What is Earnings Yield?
The earnings yield refers to the earnings per share for the most recent 12-month period divided by the current market price per share. The earnings yield (which is the inverse of the P/E ratio) shows the percentage of how much a company earned per share. This yield is used by many investment managers to determine optimal asset allocations and is used by investors to determine which assets seem underpriced or overpriced.
Earnings Per Share Explained
How Earnings Yield Works
Money managers often compare the earnings yield of a broad market index (such as the S&P 500) to prevailing interest rates, such as the current 10-year Treasury yield. If the earnings yield is less than the rate of the 10-year Treasury yield, stocks as a whole may be considered overvalued. If the earnings yield is higher, stocks may be considered undervalued relative to bonds.
Economic theory suggests that investors in equities should demand an extra risk premium of several percentage points above prevailing risk-free rates (such as rates on Treasury bills) in their earnings yield to compensate them for the higher risk of owning stocks over bonds.
- Earnings yield is 12-month earnings divided by the share price.
- Earnings yield is the inverse of the P/E ratio.
- Earnings yield is one indication of value, as a low ratio may indicate an overvalued stock or a high value may indicate an undervalued stock.
- Growth prospects for a company are critical to consider when using earnings yield, as stocks with high growth potential are typically higher valued and thus may have a low earnings yield even as their stock prices are rising.
Earnings Yield vs. P/E Ratio
Earnings yield as an investment valuation metric is not as widely used as the P/E ratio. Earnings yield can be useful when concerned about the rate of return on an investment. For equity investors, however, earning periodic investment income may be secondary to growing their investments' values over time. This is why investors may refer to value-based investment metrics such as P/E ratio more often than earnings yield when making stock investments. That said, the metrics provide the same information, just in a different way.
Earnings Yield and Return Metric
For investors looking to invest in stocks with stable dividend income, earnings yield can offer a direct look into the level of return such dividend stocks may generate. In this case, earnings yield is more of a return metric about how much an investment may earn for investors, rather than a valuation metric of how the investment is valued by investors. However, a valuation metric such as P/E ratio can affect a return metric like earnings yield.
An overvalued investment can lower earnings yield and, conversely, an undervalued investment can raise earnings yield. This is because the higher the stock price goes, without a comparable rise in earnings, the earnings yield will drop. If the stock price falls, but earnings stay the same or rise, the earnings yield will increase. Value investors look for the latter scenario.
The inverse relationship between earnings yield and P/E ratio indicates that the more valuable an investment is, the lower the earnings yield may be, and the less valuable an investment is, the higher the earnings yield may be. In reality, however, investments with strong valuations and high P/E ratios might generate more earnings over time and eventually boost up their earnings yield. This is what growth investors are looking for. On the other hand, investments with weak valuations and low P/E ratios might generate less earnings over time and, in the end, drag down their earnings yield.

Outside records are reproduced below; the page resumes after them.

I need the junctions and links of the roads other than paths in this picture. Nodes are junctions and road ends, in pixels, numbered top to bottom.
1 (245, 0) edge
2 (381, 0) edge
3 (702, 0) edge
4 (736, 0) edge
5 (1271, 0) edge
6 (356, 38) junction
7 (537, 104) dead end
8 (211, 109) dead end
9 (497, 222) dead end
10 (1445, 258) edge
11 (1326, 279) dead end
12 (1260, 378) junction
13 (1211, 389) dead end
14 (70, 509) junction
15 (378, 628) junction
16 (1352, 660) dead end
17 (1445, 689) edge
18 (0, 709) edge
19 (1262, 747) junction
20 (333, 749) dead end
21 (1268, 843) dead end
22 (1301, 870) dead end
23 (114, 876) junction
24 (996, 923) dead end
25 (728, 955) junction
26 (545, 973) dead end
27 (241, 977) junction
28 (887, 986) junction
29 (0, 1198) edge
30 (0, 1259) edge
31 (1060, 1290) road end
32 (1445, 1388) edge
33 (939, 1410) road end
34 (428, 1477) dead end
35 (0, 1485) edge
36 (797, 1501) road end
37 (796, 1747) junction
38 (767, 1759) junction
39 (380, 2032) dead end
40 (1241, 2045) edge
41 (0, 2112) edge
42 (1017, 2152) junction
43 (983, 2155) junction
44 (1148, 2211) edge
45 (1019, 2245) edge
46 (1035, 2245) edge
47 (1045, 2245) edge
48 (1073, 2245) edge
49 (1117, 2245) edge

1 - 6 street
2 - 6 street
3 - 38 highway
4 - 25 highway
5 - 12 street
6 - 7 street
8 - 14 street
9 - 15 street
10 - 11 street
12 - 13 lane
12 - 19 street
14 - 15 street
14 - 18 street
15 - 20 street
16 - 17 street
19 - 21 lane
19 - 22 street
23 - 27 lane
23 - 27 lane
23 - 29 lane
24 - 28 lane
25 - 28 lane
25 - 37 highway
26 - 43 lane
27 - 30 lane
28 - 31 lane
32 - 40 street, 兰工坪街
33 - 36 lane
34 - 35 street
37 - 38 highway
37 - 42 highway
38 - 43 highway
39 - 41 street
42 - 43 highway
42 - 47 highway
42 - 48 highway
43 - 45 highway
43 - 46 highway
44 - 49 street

Examples of Earnings Yield
Earnings yield is one metric investor can use to assess whether they want to buy or sell a stock.
In April of 2019 Facebook (FB) was trading near $175 with 12-month earnings of $7.57. This gives a earnings yield of 4.3%. This was historically quite high, as prior to 2018 the yield had been 2.5% or lower. Between 2016 and the end of 2017 the stock increased by more than 70% while the earnings yield increased from about 1% to 2.5%.

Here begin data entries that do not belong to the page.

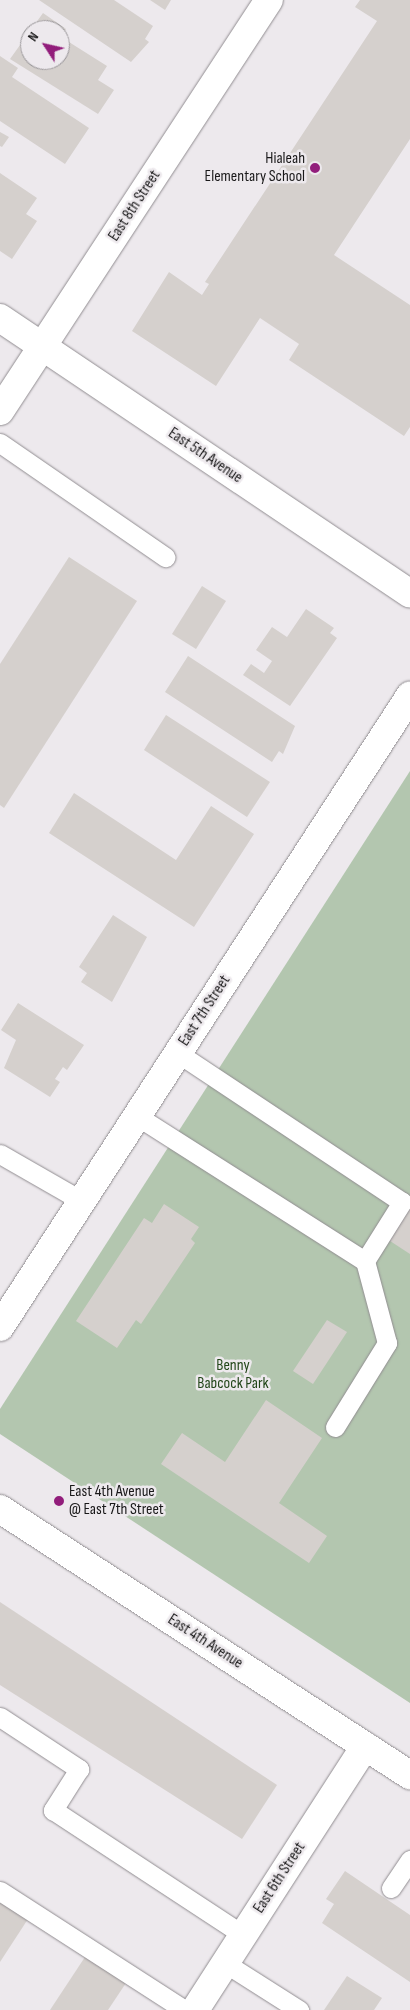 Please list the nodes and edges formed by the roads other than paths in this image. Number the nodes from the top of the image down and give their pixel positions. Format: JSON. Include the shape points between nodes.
{"nodes":[{"id":1,"x":269,"y":0,"type":"edge"},
{"id":2,"x":0,"y":318,"type":"edge"},
{"id":3,"x":43,"y":347,"type":"junction"},
{"id":4,"x":0,"y":411,"type":"edge"},
{"id":5,"x":0,"y":443,"type":"edge"},
{"id":6,"x":165,"y":557,"type":"dead end"},
{"id":7,"x":410,"y":594,"type":"edge"},
{"id":8,"x":410,"y":696,"type":"edge"},
{"id":9,"x":178,"y":1053,"type":"junction"},
{"id":10,"x":137,"y":1116,"type":"junction"},
{"id":11,"x":0,"y":1154,"type":"edge"},
{"id":12,"x":82,"y":1201,"type":"junction"},
{"id":13,"x":364,"y":1261,"type":"junction"},
{"id":14,"x":0,"y":1327,"type":"edge"},
{"id":15,"x":335,"y":1427,"type":"dead end"},
{"id":16,"x":0,"y":1509,"type":"edge"},
{"id":17,"x":0,"y":1717,"type":"edge"},
{"id":18,"x":365,"y":1746,"type":"junction"},
{"id":19,"x":410,"y":1775,"type":"edge"},
{"id":20,"x":410,"y":1860,"type":"edge"},
{"id":21,"x":391,"y":1888,"type":"dead end"},
{"id":22,"x":0,"y":1892,"type":"edge"},
{"id":23,"x":243,"y":1935,"type":"junction"},
{"id":24,"x":225,"y":1963,"type":"junction"},
{"id":25,"x":185,"y":2010,"type":"edge"},
{"id":26,"x":195,"y":2010,"type":"edge"},
{"id":27,"x":298,"y":2010,"type":"edge"}],
"edges":[{"from":1,"to":3,"type":"street","name":"East 8th Street"},
{"from":2,"to":3,"type":"street","name":"East 5th Avenue"},
{"from":3,"to":4,"type":"street","name":"East 8th Street"},
{"from":3,"to":7,"type":"street","name":"East 5th Avenue"},
{"from":5,"to":6,"type":"lane"},
{"from":8,"to":9,"type":"street","name":"East 7th Street"},
{"from":9,"to":10,"type":"street","name":"East 7th Street"},
{"from":9,"to":13,"type":"lane","via":[[402,1202]]},
{"from":10,"to":12,"type":"street","name":"East 7th Street"},
{"from":10,"to":13,"type":"lane"},
{"from":11,"to":12,"type":"lane"},
{"from":12,"to":14,"type":"street","name":"East 7th Street"},
{"from":13,"to":15,"type":"lane","via":[[387,1343]]},
{"from":16,"to":18,"type":"street","name":"East 4th Avenue"},
{"from":17,"to":23,"type":"lane","via":[[79,1769],[53,1810]]},
{"from":18,"to":19,"type":"street","name":"East 4th Avenue"},
{"from":18,"to":23,"type":"street","name":"East 6th Street"},
{"from":20,"to":21,"type":"lane"},
{"from":22,"to":25,"type":"lane"},
{"from":23,"to":24,"type":"street","name":"East 6th Street"},
{"from":24,"to":26,"type":"street","name":"East 6th Street"},
{"from":24,"to":27,"type":"lane"}]}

The stock fell more than 40% off its 2018 high while the earnings yield was near its highest historical level, about 3%. After the decline the earnings yield continued to creep higher as the price fell, reaching over 5% in early 2019 when the stock started to bounce back higher.
The increased earnings yield may have played a role in driving the stock higher, mainly because investors expected earnings to increase going forward. Yet a high earnings yield (relative to prior readings) didn't prevent the stock from seeing a significant decline in 2018.

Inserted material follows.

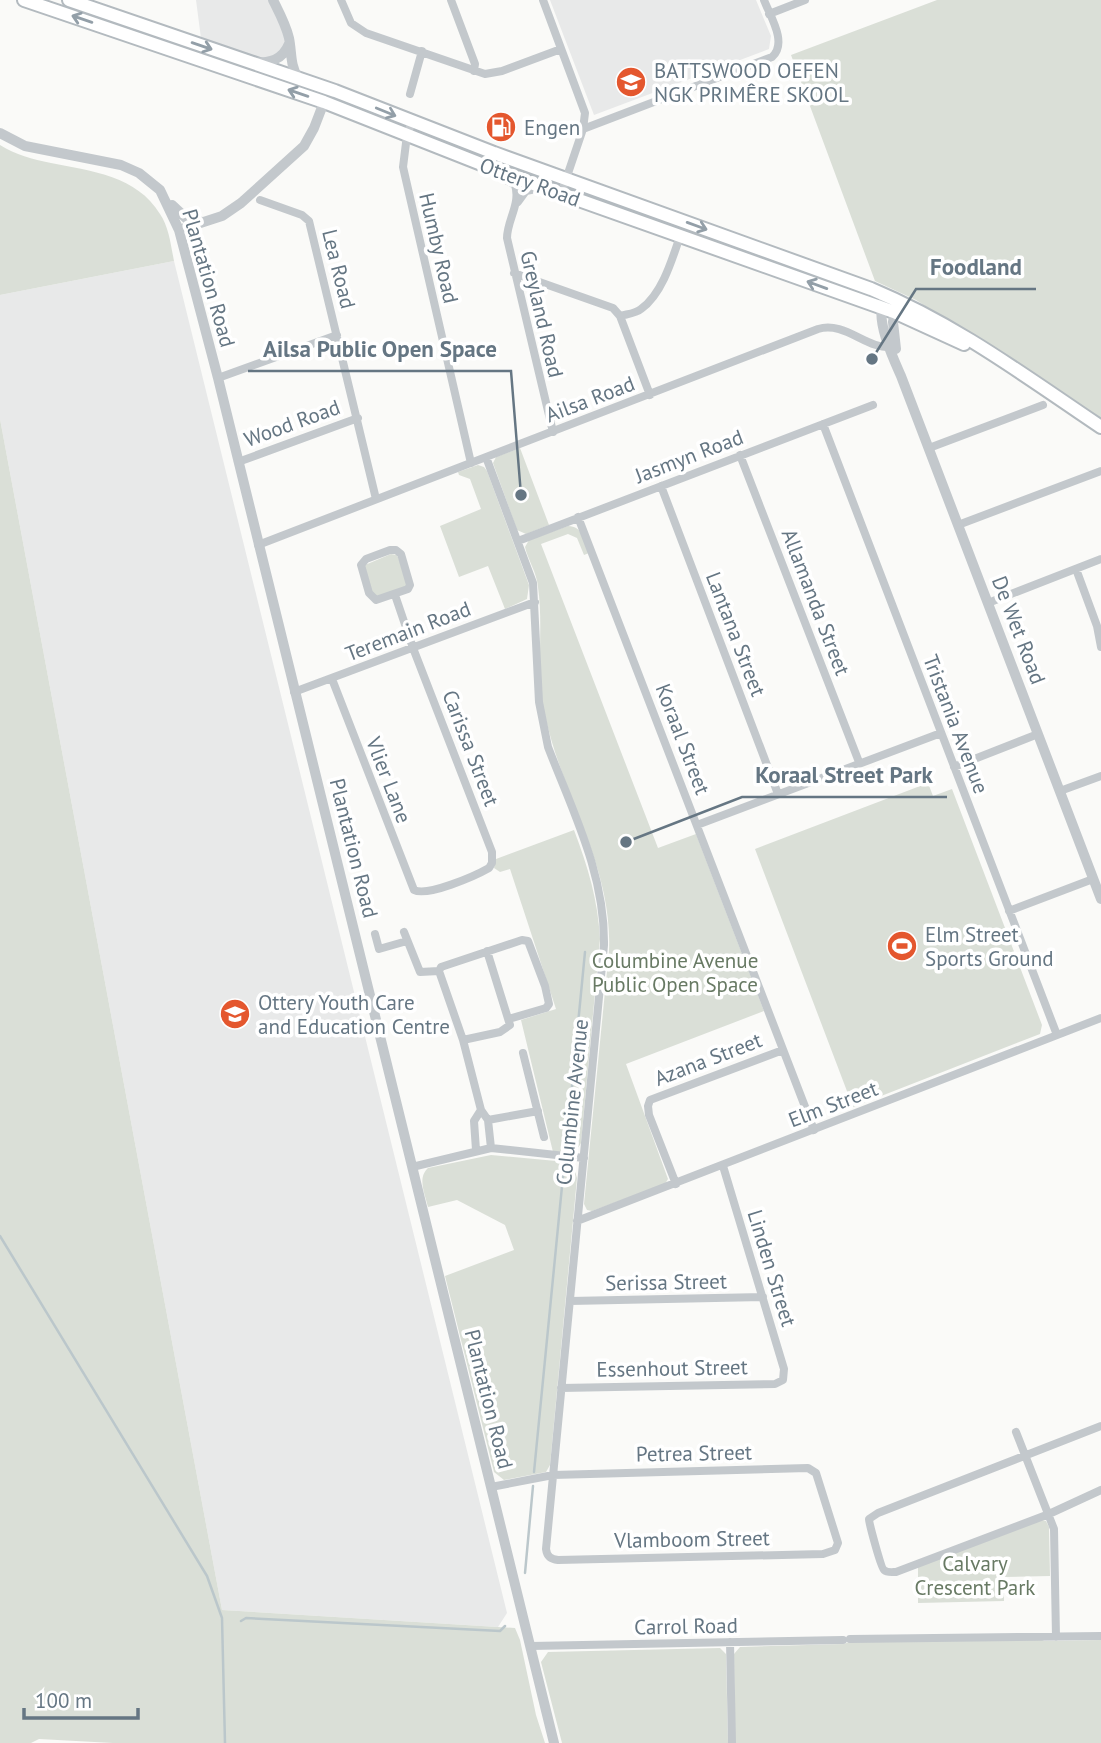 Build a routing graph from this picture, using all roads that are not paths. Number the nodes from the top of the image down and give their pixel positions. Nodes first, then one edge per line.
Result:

Earnings yield may also be useful in a stock that is older and has more consistent earnings. Growth is expected to be low for the foreseeable future, so the earnings yield can be used to determine when it is a good time to buy the stock in its cycle. A higher than normal earnings yield indicates the stock may be oversold and could be due for a bounce. This assumes nothing negative has happened with the company. (For related reading, see "Understanding P/E Ratio vs. EPS vs. Earnings Yield")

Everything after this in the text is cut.